Back in like 2005 or 2006, I remember posting an article to Fark about a company that wanted to make a laptop that had the entire internet cached on it so you could browse the web offline. That was almost 20 years ago and I remember saying "they have seriously underestimated the amount of porn on the internet."
Not necessarily. All we know is that everything seemed to come from a single point, on a cosmic scale. However, at that scale, our entire galaxy would be considered a single point.
What we do know is that everything is expanding, and that it was homogeneous by the point that it cooled enough to cease being a plasma (and so opaque to light). It could have been a vast area that suddenly spawned matter/energy, rather than a single point.

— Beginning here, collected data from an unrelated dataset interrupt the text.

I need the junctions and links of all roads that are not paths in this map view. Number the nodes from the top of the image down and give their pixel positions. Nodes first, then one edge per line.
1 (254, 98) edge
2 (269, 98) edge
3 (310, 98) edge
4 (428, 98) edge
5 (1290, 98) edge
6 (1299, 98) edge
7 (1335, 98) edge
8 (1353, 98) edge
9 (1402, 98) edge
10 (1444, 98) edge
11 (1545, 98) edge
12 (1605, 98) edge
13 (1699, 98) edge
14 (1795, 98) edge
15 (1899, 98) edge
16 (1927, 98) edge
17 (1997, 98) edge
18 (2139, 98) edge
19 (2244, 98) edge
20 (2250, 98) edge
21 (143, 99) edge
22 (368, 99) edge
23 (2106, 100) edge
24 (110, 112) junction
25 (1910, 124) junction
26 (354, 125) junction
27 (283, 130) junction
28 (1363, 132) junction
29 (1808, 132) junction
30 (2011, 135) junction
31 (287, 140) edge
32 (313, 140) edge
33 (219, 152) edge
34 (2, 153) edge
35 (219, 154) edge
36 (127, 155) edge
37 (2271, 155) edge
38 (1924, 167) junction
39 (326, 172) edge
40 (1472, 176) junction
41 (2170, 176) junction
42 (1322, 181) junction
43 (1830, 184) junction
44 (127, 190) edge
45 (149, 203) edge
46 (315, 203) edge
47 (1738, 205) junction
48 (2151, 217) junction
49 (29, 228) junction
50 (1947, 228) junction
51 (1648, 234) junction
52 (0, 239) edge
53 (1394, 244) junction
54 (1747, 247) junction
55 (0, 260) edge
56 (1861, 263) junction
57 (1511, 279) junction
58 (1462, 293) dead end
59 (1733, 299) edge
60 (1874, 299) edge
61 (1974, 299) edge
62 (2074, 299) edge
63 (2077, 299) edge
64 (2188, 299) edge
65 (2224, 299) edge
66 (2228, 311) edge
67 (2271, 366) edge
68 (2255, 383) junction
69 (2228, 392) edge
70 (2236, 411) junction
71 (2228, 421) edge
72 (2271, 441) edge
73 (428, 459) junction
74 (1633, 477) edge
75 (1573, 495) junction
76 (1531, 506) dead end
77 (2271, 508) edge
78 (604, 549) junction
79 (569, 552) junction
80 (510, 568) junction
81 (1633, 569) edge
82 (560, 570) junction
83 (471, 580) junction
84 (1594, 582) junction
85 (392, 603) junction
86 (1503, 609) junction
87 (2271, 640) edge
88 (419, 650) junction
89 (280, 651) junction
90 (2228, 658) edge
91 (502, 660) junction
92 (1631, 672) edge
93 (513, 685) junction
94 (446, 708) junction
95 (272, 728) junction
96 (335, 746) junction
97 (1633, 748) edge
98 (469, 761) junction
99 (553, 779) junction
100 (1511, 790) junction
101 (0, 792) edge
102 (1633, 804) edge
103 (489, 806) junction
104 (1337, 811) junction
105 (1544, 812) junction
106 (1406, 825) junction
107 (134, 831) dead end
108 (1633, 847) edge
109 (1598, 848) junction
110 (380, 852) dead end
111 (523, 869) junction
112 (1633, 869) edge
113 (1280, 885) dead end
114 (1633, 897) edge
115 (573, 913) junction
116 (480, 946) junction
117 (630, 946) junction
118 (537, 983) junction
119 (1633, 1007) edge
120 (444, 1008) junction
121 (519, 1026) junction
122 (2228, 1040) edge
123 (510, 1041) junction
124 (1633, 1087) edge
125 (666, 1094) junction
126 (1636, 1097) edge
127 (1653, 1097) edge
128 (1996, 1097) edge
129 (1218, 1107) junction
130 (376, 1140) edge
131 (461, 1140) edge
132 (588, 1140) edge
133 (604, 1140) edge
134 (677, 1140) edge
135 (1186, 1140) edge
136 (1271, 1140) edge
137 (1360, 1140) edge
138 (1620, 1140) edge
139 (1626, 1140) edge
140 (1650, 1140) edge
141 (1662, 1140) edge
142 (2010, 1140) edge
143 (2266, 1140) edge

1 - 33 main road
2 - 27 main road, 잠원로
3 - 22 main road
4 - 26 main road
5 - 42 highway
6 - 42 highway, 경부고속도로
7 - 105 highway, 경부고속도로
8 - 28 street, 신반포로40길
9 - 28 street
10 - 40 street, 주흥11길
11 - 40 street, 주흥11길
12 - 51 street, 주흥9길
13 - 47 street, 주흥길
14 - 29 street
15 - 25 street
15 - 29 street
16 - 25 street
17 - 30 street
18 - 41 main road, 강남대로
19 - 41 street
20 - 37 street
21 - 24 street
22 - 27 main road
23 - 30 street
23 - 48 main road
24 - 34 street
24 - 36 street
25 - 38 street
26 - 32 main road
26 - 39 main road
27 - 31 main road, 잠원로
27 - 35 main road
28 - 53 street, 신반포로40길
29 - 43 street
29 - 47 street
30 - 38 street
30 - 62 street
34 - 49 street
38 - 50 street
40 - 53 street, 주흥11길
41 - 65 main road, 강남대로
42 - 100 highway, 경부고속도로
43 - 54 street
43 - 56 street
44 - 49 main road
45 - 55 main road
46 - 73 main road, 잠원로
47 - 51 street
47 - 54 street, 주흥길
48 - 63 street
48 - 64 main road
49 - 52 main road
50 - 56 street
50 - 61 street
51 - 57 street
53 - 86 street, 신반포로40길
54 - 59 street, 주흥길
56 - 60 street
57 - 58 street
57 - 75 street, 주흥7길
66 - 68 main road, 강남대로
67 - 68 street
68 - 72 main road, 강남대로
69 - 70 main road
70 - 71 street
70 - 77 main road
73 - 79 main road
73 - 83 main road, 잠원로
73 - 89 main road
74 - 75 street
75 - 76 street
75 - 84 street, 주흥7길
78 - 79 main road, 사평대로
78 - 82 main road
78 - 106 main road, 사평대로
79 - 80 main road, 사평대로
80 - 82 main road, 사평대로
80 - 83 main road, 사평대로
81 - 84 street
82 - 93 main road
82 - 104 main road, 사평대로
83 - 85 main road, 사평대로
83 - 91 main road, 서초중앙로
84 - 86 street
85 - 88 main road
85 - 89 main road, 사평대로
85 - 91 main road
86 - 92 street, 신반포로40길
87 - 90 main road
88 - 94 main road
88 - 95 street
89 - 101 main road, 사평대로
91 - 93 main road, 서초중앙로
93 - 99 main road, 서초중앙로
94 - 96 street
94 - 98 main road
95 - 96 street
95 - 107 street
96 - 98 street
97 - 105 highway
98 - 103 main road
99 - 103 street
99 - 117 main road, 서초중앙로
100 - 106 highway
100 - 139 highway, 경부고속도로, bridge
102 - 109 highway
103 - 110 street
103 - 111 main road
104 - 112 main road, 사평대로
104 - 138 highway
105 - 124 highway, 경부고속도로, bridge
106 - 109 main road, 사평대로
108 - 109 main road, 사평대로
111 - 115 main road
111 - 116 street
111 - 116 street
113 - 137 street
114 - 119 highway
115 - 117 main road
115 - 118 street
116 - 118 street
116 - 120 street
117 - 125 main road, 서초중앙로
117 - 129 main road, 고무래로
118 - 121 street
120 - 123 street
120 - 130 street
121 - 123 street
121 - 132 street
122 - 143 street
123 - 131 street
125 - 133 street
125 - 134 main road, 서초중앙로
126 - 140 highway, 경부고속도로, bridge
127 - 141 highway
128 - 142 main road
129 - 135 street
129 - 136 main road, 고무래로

I remember, towards the end of the last millennium, marveling with some friends about an article estimating the current size of all the data on the internet. IIRC, it was in the neighborhood of a couple hundred terabytes. Wouldn't fit on your phone, but there's plenty of data hoarder types who have that kinda storage on the server in their spare room.
Doubtful. Corporations seem to have a lifespan of 150 to 200 years at most. IBM may manage to break the 150 mark, but they are already losing market share. The cracks are showing in Apple only a decade after Steve Jobs died. I wouldn't be surprised if Apple, Google, and Meta are all gone before they hit the 100 year mark, the latter two may not make it to 50
If we define the size of the Internet as a continuous function, and it started at zero and currently doesn't fit in your phone then yeah, no shit, at some point it fit in your phone.
If it's truly continuous there was an exact point where it would exactly fill up your phone with no room left over.
English not your first language? No worries, see the "would have"? That phrase signifies a hypothetical - I'll leave you to ponder what hypothetical situation could be meant in this particular case, but spoiler: it involves comparing features of things that were constructed in different time frames.